[Dataset entries]

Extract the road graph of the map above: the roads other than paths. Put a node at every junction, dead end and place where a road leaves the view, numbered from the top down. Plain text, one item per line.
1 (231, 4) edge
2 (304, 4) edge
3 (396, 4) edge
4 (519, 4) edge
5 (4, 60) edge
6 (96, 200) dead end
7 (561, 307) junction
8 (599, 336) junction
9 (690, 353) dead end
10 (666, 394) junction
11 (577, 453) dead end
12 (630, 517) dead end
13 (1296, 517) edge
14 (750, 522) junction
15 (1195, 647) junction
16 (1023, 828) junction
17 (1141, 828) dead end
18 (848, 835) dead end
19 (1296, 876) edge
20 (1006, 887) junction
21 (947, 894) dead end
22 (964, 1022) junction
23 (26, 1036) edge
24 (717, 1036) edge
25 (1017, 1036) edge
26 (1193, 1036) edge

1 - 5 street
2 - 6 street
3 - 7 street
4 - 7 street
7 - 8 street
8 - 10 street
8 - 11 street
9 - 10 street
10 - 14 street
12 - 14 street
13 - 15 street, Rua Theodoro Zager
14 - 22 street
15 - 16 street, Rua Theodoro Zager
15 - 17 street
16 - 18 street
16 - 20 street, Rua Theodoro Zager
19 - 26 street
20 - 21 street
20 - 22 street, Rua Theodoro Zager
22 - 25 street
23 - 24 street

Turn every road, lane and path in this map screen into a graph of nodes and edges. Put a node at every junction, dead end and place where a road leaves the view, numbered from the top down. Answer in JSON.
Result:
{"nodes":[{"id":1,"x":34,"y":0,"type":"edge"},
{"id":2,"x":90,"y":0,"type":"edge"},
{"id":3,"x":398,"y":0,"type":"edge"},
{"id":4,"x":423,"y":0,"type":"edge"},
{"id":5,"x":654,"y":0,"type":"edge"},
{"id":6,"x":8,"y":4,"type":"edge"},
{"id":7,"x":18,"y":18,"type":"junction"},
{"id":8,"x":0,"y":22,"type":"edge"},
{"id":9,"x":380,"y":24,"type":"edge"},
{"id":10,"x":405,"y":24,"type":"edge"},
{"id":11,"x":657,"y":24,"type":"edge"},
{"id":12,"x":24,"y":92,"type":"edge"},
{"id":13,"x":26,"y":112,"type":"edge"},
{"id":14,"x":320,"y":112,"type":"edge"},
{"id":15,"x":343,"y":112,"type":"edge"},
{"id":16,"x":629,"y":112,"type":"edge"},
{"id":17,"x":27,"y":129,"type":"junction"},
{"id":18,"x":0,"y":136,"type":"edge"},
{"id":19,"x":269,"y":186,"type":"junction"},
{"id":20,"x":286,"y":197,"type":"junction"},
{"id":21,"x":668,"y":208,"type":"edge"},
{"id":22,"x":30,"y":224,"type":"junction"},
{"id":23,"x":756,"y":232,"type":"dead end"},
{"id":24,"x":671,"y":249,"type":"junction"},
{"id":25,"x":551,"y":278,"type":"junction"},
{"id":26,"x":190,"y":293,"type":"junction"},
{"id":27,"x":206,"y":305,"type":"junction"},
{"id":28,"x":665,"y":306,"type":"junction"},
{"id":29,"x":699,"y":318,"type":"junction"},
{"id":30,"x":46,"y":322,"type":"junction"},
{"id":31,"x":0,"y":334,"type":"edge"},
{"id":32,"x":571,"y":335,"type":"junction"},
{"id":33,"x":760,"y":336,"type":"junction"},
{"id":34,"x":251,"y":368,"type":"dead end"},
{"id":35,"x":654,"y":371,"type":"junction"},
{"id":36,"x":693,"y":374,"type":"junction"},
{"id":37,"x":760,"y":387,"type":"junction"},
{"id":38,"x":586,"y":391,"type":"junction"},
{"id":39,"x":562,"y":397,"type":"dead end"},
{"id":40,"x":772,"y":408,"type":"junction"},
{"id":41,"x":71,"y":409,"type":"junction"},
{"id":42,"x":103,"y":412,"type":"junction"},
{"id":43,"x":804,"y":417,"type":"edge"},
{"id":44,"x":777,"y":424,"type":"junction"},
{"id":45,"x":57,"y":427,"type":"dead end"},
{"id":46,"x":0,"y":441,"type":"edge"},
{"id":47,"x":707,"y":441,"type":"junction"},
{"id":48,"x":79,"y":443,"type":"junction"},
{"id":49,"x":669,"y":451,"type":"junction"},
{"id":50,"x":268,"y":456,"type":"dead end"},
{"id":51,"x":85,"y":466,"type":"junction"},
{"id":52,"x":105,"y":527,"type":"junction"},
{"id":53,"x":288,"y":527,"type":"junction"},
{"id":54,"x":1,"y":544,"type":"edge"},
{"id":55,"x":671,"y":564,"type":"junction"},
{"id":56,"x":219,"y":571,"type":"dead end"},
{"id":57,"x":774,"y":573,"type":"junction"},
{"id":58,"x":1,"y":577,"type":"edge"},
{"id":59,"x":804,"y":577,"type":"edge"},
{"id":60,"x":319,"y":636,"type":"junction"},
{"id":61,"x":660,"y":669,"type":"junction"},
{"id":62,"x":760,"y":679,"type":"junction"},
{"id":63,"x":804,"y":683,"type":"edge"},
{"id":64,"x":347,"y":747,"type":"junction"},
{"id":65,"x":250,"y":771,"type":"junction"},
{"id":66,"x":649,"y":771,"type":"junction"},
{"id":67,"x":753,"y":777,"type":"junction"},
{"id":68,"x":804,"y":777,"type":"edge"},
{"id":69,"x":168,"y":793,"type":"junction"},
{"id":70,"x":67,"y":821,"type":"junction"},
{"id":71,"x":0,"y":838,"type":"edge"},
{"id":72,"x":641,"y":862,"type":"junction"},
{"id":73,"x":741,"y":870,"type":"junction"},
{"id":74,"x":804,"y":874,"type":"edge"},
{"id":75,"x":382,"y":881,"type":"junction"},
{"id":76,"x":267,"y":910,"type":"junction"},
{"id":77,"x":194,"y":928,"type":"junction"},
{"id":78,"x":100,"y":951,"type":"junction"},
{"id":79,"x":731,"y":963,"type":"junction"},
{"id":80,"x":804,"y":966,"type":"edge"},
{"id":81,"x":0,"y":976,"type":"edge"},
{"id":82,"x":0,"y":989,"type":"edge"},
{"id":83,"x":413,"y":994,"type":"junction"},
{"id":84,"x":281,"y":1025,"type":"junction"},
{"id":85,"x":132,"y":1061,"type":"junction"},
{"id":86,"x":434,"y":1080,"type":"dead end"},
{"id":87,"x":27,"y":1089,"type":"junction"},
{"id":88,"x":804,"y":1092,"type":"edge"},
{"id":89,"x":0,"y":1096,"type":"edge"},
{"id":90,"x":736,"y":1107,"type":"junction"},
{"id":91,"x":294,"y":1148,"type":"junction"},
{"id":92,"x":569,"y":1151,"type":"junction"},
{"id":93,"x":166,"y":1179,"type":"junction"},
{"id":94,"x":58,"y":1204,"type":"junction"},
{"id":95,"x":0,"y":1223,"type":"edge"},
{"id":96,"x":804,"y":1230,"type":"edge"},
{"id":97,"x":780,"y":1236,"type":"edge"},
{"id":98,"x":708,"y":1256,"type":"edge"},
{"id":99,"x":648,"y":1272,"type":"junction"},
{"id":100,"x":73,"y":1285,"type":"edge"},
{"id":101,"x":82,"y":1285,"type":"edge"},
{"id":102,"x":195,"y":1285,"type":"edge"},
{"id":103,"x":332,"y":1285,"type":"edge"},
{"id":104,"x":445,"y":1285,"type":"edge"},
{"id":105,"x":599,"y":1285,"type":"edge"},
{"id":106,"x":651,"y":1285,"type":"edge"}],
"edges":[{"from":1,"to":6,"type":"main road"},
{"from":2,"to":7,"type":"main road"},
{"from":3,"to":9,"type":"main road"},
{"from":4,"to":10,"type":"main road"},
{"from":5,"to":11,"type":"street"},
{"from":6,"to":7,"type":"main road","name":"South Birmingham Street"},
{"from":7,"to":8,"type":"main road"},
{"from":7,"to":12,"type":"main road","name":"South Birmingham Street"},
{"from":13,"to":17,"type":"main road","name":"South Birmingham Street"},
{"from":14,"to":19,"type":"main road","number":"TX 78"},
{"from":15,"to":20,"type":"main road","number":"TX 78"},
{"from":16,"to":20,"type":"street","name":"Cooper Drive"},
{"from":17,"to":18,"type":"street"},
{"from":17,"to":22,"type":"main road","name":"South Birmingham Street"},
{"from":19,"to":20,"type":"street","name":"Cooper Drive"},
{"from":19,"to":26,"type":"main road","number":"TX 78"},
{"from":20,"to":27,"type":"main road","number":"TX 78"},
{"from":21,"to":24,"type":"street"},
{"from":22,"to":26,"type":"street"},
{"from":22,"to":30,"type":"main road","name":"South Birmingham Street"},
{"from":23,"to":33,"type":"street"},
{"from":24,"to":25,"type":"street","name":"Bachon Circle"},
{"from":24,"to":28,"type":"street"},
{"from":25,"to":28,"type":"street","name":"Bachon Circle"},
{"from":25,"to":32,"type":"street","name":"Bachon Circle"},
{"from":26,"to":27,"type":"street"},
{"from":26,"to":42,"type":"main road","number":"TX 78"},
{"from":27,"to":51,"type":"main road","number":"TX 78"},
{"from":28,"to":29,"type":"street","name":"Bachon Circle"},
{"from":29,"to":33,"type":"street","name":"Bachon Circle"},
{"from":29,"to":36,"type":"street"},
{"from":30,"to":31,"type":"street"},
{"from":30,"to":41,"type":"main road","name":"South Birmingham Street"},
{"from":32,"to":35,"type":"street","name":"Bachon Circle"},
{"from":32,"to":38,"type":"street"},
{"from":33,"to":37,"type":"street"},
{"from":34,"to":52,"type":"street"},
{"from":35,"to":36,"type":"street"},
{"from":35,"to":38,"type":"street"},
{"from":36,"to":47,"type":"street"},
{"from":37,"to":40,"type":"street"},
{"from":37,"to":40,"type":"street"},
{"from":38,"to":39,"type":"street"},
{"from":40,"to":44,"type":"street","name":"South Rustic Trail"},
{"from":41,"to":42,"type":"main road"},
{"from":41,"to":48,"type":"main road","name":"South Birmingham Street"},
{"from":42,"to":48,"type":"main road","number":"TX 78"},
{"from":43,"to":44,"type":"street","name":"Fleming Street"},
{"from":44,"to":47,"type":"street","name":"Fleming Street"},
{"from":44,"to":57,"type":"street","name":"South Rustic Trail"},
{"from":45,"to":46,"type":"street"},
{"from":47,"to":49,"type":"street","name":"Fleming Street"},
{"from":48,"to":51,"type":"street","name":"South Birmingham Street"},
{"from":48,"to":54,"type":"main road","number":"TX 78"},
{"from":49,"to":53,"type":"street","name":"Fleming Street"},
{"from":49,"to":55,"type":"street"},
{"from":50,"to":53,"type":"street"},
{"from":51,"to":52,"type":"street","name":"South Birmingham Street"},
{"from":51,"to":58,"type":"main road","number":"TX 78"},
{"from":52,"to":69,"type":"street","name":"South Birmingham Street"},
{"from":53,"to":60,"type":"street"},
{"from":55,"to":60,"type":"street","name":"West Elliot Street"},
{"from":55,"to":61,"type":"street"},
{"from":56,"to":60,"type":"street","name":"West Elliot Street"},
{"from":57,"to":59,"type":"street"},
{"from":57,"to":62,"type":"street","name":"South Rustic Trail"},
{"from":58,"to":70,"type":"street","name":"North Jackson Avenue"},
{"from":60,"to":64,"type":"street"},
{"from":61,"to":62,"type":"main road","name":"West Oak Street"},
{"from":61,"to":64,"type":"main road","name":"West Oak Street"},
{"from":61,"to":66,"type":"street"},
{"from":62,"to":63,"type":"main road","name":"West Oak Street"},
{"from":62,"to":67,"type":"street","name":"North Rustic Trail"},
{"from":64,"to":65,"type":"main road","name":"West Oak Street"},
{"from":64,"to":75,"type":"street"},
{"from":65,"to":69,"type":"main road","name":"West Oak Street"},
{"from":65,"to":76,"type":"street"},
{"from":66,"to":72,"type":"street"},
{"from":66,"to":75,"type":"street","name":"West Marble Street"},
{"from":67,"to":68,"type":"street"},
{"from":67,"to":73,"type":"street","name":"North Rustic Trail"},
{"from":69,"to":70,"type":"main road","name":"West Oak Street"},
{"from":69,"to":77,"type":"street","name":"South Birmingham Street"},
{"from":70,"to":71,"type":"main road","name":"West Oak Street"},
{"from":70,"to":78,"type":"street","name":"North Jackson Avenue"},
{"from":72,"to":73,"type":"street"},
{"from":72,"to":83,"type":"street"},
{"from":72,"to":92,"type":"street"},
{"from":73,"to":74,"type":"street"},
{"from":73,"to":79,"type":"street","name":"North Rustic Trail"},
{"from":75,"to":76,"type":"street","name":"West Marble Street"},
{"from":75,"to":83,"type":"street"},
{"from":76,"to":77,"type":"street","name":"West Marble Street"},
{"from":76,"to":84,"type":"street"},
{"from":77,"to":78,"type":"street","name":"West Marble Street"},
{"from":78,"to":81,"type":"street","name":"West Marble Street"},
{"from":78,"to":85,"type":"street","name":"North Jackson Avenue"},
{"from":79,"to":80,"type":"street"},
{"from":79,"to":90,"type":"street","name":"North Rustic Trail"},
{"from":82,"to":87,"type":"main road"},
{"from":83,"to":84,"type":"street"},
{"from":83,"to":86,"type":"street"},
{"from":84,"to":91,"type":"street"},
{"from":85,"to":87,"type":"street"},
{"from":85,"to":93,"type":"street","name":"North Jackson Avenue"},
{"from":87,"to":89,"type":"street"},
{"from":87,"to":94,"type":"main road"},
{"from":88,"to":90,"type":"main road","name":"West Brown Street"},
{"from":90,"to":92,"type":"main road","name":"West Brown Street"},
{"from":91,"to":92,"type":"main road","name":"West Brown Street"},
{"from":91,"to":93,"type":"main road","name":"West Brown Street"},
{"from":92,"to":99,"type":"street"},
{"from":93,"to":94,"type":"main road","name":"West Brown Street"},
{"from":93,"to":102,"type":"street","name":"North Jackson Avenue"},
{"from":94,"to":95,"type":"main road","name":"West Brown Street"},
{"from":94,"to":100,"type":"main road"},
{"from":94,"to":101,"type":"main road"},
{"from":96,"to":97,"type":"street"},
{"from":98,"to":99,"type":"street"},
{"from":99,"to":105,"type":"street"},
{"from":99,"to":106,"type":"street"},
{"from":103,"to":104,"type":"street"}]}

▶ _Assignment_: Search the entries for the string "place" and collect each line that has it.

▶ _Answer to this problem_:
Extract the road graph of the map above: the roads other than paths. Put a node at every junction, dead end and place where a road leaves the view, numbered from the top down. Plain text, one item per line.
Turn every road, lane and path in this map screen into a graph of nodes and edges. Put a node at every junction, dead end and place where a road leaves the view, numbered from the top down. Answer in JSON.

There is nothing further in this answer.